Story of Jose Mujica Uruguayan President in Urdu
It’s a typical grumble that politicians’ lifestyles are so much aloof from those of their voters. Not thus in Uruguay. Meet the president – United Nations agency lives on a bedraggled farm and offers away most of his pay.
Laundry is arranged outside the house. The water comes from a well in a very yard, overgrown with weeds. Solely 2 cops and Manuela, a legged dog, keep watch outside. This can be the residence of the president of Uruguay, Jose Mujica, whose life style clearly differs sharply from that of most different world leaders.
President Mujica has shunned the luxurious house that the Uruguayan state provides for its leaders and opted to remain at his wife’s house, off a dust road outside the capital, Montevideo.

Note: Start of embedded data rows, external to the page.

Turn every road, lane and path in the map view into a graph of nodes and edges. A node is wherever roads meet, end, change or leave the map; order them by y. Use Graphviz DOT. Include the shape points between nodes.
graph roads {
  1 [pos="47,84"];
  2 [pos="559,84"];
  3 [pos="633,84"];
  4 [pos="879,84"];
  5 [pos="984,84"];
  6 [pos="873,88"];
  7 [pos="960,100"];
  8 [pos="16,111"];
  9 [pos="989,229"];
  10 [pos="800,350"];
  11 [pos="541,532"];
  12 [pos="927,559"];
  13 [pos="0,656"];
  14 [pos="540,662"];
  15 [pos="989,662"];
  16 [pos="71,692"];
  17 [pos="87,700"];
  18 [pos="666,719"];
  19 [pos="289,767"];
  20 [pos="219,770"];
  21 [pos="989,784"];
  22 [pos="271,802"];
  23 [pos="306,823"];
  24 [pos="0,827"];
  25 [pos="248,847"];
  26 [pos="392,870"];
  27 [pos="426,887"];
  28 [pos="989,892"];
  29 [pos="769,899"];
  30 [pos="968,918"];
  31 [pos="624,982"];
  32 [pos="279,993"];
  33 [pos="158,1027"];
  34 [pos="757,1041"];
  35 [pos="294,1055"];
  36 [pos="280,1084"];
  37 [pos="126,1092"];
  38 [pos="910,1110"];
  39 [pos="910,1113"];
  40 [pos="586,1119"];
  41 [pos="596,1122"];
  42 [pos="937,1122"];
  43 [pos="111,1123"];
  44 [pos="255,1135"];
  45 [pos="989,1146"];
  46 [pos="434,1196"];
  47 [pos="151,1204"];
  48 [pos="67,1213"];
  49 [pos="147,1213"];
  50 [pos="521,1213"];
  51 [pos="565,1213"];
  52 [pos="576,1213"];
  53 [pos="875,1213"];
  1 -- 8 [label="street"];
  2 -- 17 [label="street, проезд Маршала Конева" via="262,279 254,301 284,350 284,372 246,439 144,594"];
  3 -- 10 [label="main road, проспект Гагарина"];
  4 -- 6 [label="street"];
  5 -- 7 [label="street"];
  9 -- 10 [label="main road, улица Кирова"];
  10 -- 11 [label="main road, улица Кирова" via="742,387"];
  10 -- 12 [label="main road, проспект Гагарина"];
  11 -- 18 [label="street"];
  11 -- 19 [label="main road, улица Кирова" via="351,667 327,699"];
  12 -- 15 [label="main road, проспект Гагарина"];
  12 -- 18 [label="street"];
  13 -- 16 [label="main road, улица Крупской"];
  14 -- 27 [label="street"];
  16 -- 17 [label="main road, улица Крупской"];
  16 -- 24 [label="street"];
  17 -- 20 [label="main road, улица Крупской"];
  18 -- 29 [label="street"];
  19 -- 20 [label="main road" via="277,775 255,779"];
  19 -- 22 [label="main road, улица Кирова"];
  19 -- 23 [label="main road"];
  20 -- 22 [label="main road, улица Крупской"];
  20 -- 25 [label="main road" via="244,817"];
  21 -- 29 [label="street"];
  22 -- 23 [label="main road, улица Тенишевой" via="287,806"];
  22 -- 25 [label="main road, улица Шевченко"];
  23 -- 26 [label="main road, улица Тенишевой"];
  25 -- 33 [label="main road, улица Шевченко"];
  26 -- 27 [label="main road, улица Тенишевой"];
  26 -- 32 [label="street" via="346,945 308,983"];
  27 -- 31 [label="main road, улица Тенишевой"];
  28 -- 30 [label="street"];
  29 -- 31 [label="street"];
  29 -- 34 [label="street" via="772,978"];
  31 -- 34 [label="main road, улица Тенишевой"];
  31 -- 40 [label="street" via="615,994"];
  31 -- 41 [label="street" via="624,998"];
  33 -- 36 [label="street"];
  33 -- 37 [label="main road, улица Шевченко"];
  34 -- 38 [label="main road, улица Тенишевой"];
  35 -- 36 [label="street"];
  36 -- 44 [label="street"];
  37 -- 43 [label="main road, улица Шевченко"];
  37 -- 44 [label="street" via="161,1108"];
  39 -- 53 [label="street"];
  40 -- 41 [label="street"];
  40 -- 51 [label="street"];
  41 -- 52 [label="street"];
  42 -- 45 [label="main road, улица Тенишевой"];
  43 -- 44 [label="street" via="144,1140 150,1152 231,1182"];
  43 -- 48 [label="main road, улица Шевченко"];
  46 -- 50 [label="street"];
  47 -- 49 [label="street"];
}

The president and his married person work the land themselves, growing flowers.
This austere life style – and also the undeniable fact that Mujica donates regarding ninetieth of his monthly remuneration, admire $12,000 (£7,500), to charity – has crystal rectifier him to be tagged the poorest president within the world.
“I’ve lived like this most of my life,” he says, sitting on associate degree previous chair in his garden, employing a cushion favoured by Manuela the dog.
“I will live well with what I actually have.”
His charitable donations – that profit poor individuals and tiny entrepreneurs – mean his remuneration is roughly in line with the common Uruguayan financial gain of $775 (£485) a month.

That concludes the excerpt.